In Guadalajara, in western Mexico, parishioners of the Mexicaltzingo neighborhood perform the same ritual every Friday. It takes place after mass is celebrated at St. John the Baptist parish, where the Señor de la Penitencia (Lord of Penance) crucifix is on display.

First, the priest removes the statue’s crown of thorns (a stylized golden one without actual thorns) while the faithful queue up. Then, one by one, he places it on their heads for a brief moment. While the exact origin of this custom is unknown, its purpose is clear: to encourage repentance.

The origin of the statue

The crucifix has an interesting history (related by the El color de la fe website, among other sources), dating back to the 16th century, when the Mexicaltzingo neighborhood was developing during the Spanish conquest. At that time, only a small chapel provided masses for the locals, maintained by the local population. Franciscan friars from a neighboring friary, the San Francisco of Guadalajara, went there to hold services and celebrate the sacraments.

The statue, fashioned life-size from corncob paste, was in the chapel for a hundred years. Its condition deteriorated over time, and the Franciscans decided it should be burned. However, the parishioner to whom they entrusted the task asked permission to keep the image for personal veneration instead.

Eventually, he brought it to a nearby Dominican monastery to have some work done on it. There, the story goes, the statue miraculously repaired itself, and was consequently destined again to public veneration in the chapel of St. John the Baptist. Today the chapel has become a parish and shrine where people venerate the image.

Whether all the details of this story are true or a legend, no can say for sure. But a deep devotion grew up around this image of the crucified Christ. In fact, several sudden healings were also attributed to the statue.

A call to penance

Since the 18th century, on the Tuesday just before Ash Wednesday the parish priest goes up to symbolically cleanse Christ on the cross with cotton. He removes the crown and the cloth around the Lord's hips to place them on the faithful to invite them to unite themselves to Christ’s passion offered for our sins.
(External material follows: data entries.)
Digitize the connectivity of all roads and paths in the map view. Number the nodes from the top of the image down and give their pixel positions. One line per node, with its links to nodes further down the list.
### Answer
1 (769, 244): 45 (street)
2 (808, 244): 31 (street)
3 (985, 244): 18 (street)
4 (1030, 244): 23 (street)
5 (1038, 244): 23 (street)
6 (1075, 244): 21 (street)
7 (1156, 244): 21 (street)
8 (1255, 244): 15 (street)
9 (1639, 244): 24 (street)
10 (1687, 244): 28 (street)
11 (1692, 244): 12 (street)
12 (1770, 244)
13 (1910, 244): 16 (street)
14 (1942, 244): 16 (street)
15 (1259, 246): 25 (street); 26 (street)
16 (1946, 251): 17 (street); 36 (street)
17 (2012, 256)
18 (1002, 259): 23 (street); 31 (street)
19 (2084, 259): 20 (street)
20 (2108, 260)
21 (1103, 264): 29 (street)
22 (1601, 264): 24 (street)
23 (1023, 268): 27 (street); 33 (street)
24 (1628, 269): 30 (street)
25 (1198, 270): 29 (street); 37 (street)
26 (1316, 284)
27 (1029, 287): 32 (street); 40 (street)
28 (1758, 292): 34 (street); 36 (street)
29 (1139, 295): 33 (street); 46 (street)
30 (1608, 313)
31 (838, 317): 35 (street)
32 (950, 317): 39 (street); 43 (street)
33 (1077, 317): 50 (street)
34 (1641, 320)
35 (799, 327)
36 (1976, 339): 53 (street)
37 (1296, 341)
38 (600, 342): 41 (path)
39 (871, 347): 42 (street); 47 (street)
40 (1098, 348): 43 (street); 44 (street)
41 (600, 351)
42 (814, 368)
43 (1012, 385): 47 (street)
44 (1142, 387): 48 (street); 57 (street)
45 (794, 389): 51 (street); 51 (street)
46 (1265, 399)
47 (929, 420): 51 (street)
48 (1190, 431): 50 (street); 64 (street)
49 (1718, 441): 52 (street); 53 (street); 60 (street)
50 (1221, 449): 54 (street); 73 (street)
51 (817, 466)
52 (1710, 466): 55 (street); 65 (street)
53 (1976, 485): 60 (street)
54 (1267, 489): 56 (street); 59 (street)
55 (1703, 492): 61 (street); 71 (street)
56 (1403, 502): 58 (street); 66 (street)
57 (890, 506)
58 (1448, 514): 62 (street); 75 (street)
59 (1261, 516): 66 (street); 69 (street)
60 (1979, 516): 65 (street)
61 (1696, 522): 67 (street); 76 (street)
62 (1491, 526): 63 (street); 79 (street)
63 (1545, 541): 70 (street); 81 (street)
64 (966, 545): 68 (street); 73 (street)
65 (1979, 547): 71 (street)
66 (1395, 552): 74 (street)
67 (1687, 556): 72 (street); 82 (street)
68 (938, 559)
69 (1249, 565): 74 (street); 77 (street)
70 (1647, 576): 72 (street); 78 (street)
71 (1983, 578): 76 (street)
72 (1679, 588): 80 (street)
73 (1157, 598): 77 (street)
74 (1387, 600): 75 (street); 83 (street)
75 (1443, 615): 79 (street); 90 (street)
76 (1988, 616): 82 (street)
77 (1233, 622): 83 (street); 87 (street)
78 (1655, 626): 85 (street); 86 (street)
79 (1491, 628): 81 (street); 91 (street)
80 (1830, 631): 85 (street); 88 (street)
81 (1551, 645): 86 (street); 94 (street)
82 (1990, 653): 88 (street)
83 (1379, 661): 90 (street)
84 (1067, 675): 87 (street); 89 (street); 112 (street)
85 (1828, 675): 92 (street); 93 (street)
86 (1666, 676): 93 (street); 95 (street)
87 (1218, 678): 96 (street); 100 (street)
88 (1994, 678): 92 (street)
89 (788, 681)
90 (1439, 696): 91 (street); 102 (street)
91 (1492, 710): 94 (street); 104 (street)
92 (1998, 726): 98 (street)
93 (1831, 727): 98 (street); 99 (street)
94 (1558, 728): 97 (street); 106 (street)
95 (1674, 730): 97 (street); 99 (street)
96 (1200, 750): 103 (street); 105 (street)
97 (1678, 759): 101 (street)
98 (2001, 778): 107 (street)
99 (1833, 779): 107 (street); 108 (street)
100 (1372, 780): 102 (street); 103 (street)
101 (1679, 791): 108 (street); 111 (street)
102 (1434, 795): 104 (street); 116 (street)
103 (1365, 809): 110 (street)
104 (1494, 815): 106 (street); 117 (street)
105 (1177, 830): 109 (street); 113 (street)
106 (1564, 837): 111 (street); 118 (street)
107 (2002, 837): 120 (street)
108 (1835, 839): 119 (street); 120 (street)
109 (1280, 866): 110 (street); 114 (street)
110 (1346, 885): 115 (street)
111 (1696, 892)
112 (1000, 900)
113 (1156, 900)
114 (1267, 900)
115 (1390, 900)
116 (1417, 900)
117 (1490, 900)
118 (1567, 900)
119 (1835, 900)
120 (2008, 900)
As they come to receive the crown of the Lord of Penance on their heads, the faithful recite the following short prayer: "We adore, Lord, your crown and we remember your holy Passion." The priest also repeats the placing of the crown on peoples’ heads on Fridays throughout the year.

Its impact today

One parishioner named Susana told a reporter of the Polish website Misyjne that devotion to Jesus under the title of the Lord of Penance helped her during the COVID pandemic. “During this time, I became very close to the Lord of Penance and the parish. I started going to masses every day to broadcast them, which connected me more closely with God. I started to live with the hope that comes from faith and to appreciate every little element of the Holy Mass,” she said.
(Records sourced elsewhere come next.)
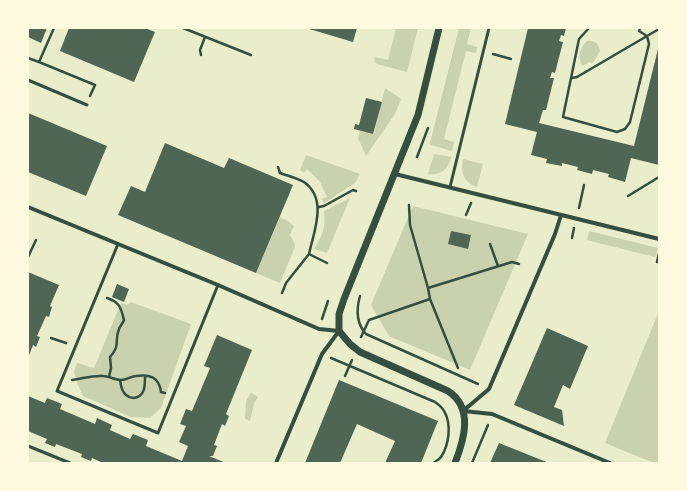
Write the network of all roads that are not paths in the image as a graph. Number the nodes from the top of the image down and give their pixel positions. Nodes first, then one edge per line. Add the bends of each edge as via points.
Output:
1 (439, 28) edge
2 (489, 28) edge
3 (28, 80) edge
4 (87, 105) road end
5 (396, 174) junction
6 (450, 187) junction
7 (28, 207) edge
8 (561, 215) junction
9 (659, 239) edge
10 (118, 244) junction
11 (218, 285) junction
12 (339, 331) junction
13 (463, 411) junction
14 (28, 446) edge
15 (70, 463) edge
16 (276, 463) edge
17 (455, 463) edge
18 (610, 463) edge

1 - 5 street via 418,115
2 - 6 lane
3 - 4 lane
5 - 6 street
5 - 12 street via 344,299 339,314
6 - 8 street
7 - 10 street
8 - 9 street
8 - 13 street via 489,389
10 - 11 street
10 - 11 lane via 57,391 158,432
11 - 12 street via 319,330
12 - 13 street via 360,352 453,394
12 - 16 street via 322,354
13 - 17 street via 465,435
13 - 18 street via 492,414
14 - 15 street

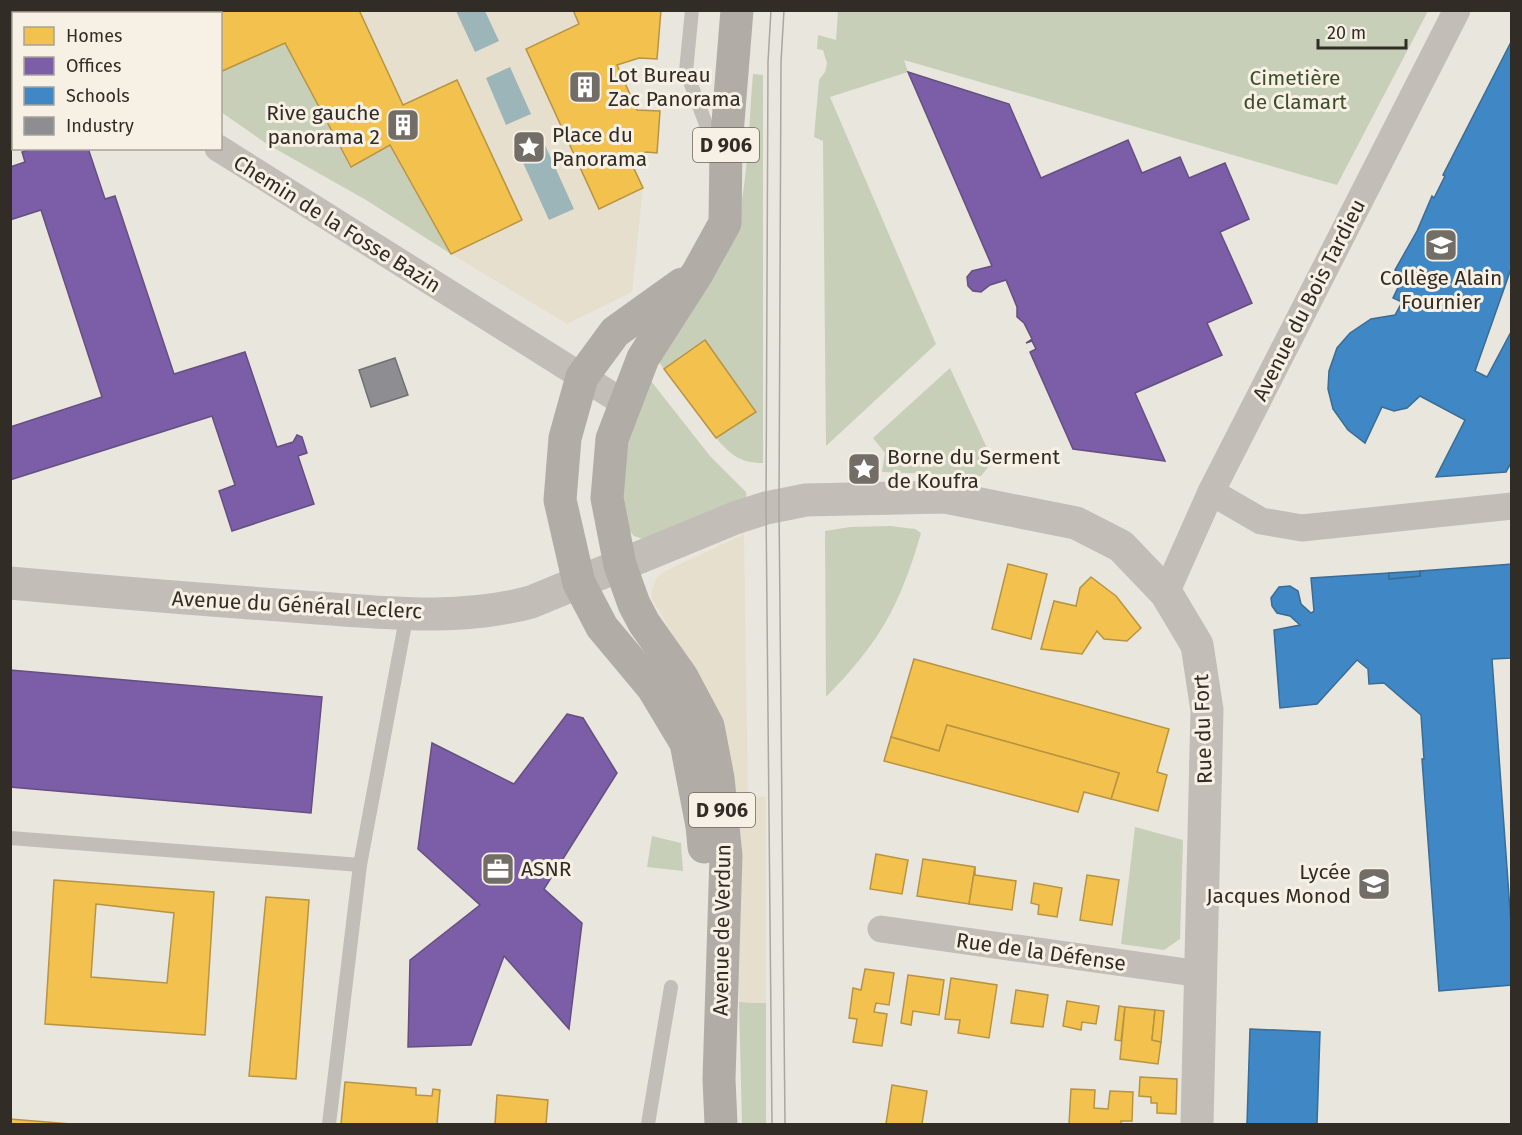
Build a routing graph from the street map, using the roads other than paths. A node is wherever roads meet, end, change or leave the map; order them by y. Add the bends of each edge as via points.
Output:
1 (692, 10) edge
2 (737, 10) edge
3 (1457, 10) edge
4 (726, 147) junction
5 (221, 150) edge
6 (698, 272) junction
7 (582, 377) junction
8 (624, 403) junction
9 (1211, 492) junction
10 (1512, 506) edge
11 (620, 565) junction
12 (10, 583) edge
13 (579, 583) junction
14 (1166, 593) junction
15 (407, 613) junction
16 (10, 838) edge
17 (360, 865) junction
18 (881, 929) dead end
19 (1201, 974) junction
20 (670, 987) dead end
21 (719, 1079) junction
22 (329, 1125) edge
23 (648, 1125) edge
24 (721, 1125) edge
25 (1197, 1125) edge

1 - 4 lane via 686,71 707,127
2 - 4 main road, D 906
3 - 9 street, Avenue du Bois Tardieu
4 - 6 main road, D 906 via 724,223
5 - 7 street, Chemin de la Fosse Bazin
6 - 7 main road, D 906 via 615,332
6 - 8 main road, D 906 via 643,358
7 - 8 street, Chemin de la Fosse Bazin
7 - 13 main road, D 906 via 565,438 560,500
8 - 11 main road, Avenue de Verdun / D 906 via 612,439 607,498
9 - 10 street via 1262,521 1302,528
9 - 14 street, Avenue du Bois Tardieu
11 - 13 street, Avenue du Général Leclerc
11 - 14 street, Rue du Fort via 766,508 806,500 945,497 1052,517 1098,532 1121,546
11 - 21 main road, Avenue de Verdun / D 906 via 644,623 682,677 708,726 726,856
12 - 15 street, Avenue du Général Leclerc
13 - 15 street, Avenue du Général Leclerc via 499,611
13 - 21 main road, D 906 via 602,627 653,688 686,743 702,826
14 - 19 street, Rue du Fort via 1197,645 1205,690
15 - 17 lane
16 - 17 lane
17 - 22 lane
18 - 19 street, Rue de la Défense
19 - 25 street, Rue du Fort
20 - 23 lane
21 - 24 main road, Avenue de Verdun / D 906

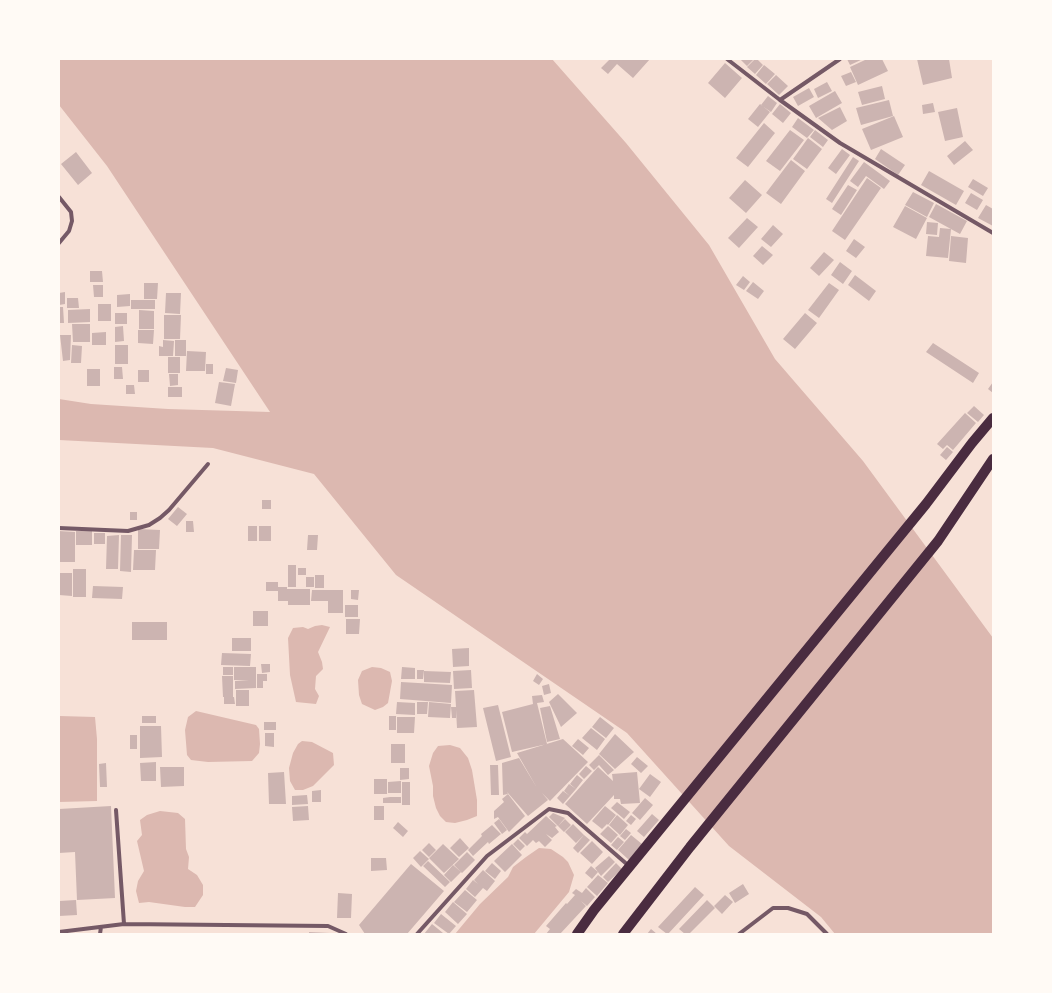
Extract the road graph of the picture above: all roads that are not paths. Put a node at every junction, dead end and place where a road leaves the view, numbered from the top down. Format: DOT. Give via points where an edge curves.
graph roads {
  1 [pos="727,59"];
  2 [pos="840,59"];
  3 [pos="780,100"];
  4 [pos="59,197"];
  5 [pos="993,233"];
  6 [pos="59,243"];
  7 [pos="993,418"];
  8 [pos="993,459"];
  9 [pos="208,464"];
  10 [pos="59,528"];
  11 [pos="116,810"];
  12 [pos="630,867"];
  13 [pos="124,924"];
  14 [pos="101,927"];
  15 [pos="59,932"];
  16 [pos="100,934"];
  17 [pos="346,934"];
  18 [pos="417,934"];
  19 [pos="577,934"];
  20 [pos="623,934"];
  21 [pos="739,934"];
  22 [pos="827,934"];
  1 -- 3 [label="street"];
  2 -- 3 [label="street"];
  3 -- 5 [label="street" via="840,143"];
  4 -- 6 [label="street" via="71,212 72,221 69,231"];
  7 -- 12 [label="main road"];
  8 -- 20 [label="main road" via="938,541 690,847"];
  9 -- 10 [label="street" via="169,510 149,524 128,531"];
  11 -- 13 [label="street"];
  12 -- 18 [label="street" via="568,812 549,809 486,856"];
  12 -- 19 [label="main road"];
  13 -- 14 [label="street"];
  13 -- 17 [label="street" via="328,926"];
  14 -- 15 [label="street"];
  14 -- 16 [label="street"];
  21 -- 22 [label="street" via="773,908 788,908 807,914"];
}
Another parishioner, Christina Landers, said, "I've been coming here since I was a child, for over 50 years. My parents took us to services where the Lord invites us to penance. (...) It's very important, because in today's world, we're not very willing to try to eliminate what prevents us from advancing on our way to God, or to make efforts to please Christ more and more, and to unite ourselves to his Passion," she adds.

It's a way of remembering Christ's sacrifice for humanity, and repenting for not always making ourselves worthy of it.